[jira] [Created] (BEAM-12557) Beam: Kafka with Spark Runner configuration

Nikos Karavasilis (Jira) Tue, 29 Jun 2021 16:20:04 -0700

Nikos Karavasilis created BEAM-12557:
----------------------------------------


             Summary: Beam: Kafka with Spark Runner configuration
                 Key: BEAM-12557
                 URL: https://issues.apache.org/jira/browse/BEAM-12557
             Project: Beam
          Issue Type: Bug
          Components: io-java-kafka, runner-spark
    Affects Versions: 2.30.0
            Reporter: Nikos Karavasilis


I am new to the Beam project and one task of my bachelor thesis is to do some 
benchmarking using Beam.
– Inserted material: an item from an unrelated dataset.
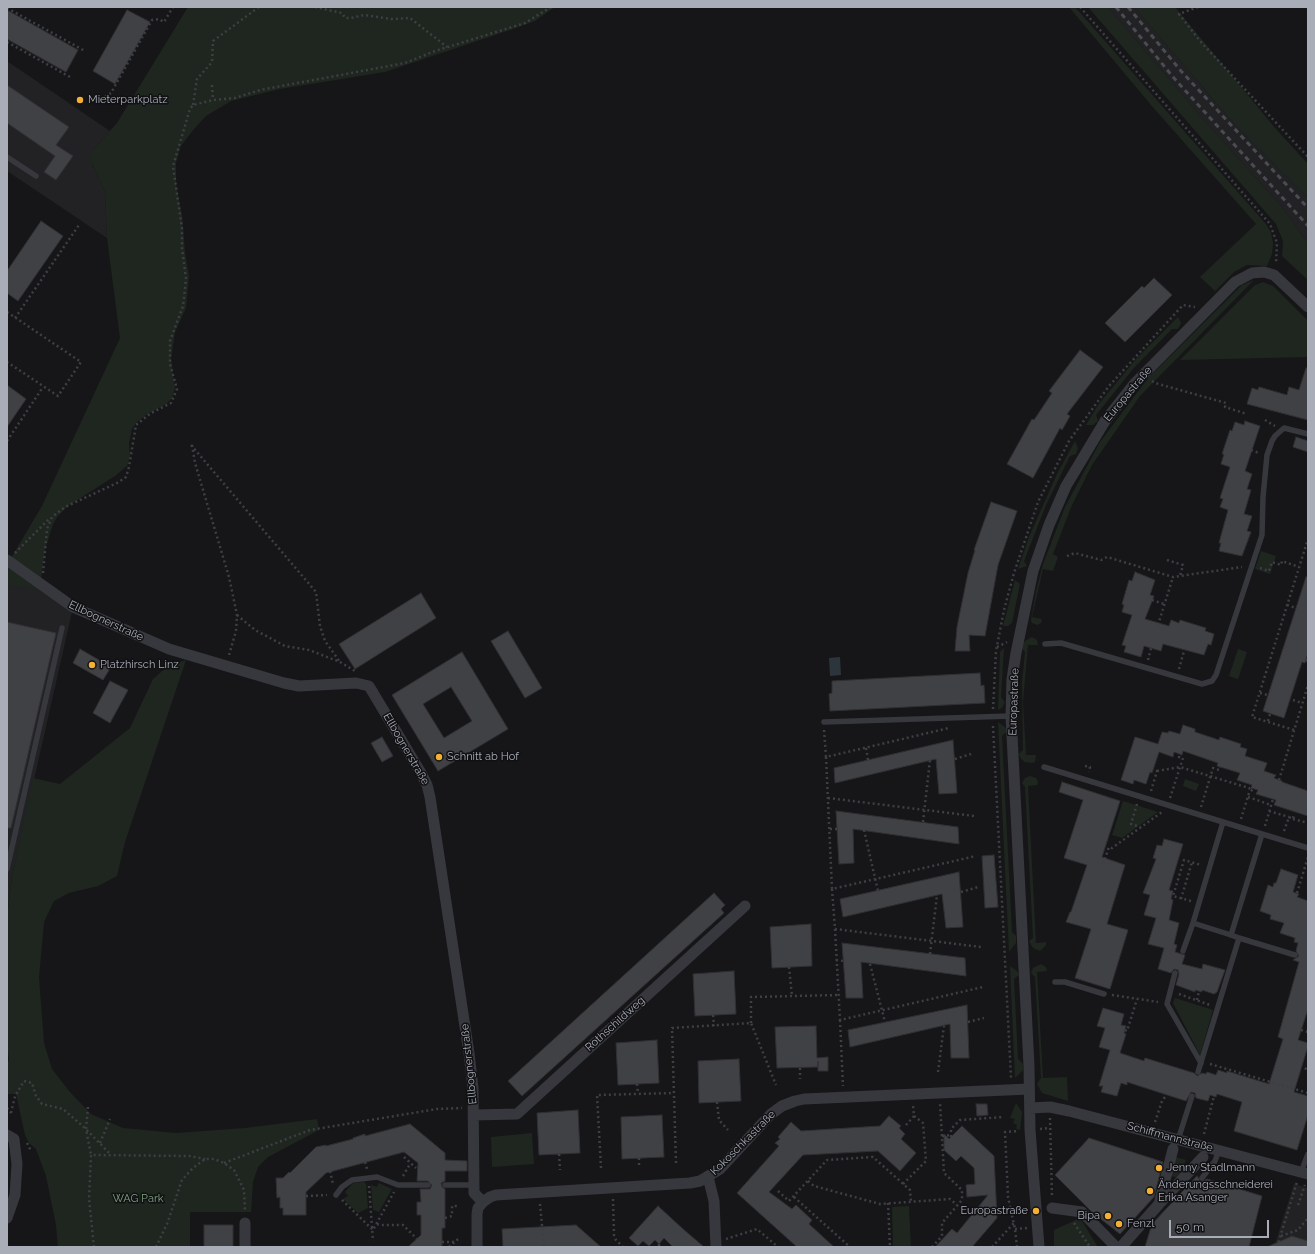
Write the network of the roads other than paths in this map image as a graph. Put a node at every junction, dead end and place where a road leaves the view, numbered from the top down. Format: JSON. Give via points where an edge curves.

I have created a simple "**number-count**" program by 
modifying a word-count 
example(https://dzone.com/articles/unbounded-stream-processing-using-apache-beam).

I am using a simple **kafka** **topic**(1 partition) and produce a number and a 
timestamp(event time) periodically. The problem is I run the pipeline with 
**Direct runner** and it works **fine**, but when I use **Spark** it **fails** 
without an error. Basically spark as soon as it configures the executors it 
shuts down, instead of waiting for kafka. I tested it with yarn or standalone 
but nothing.

After spending 1 week i can't figure it out. Any help is highly appreciated.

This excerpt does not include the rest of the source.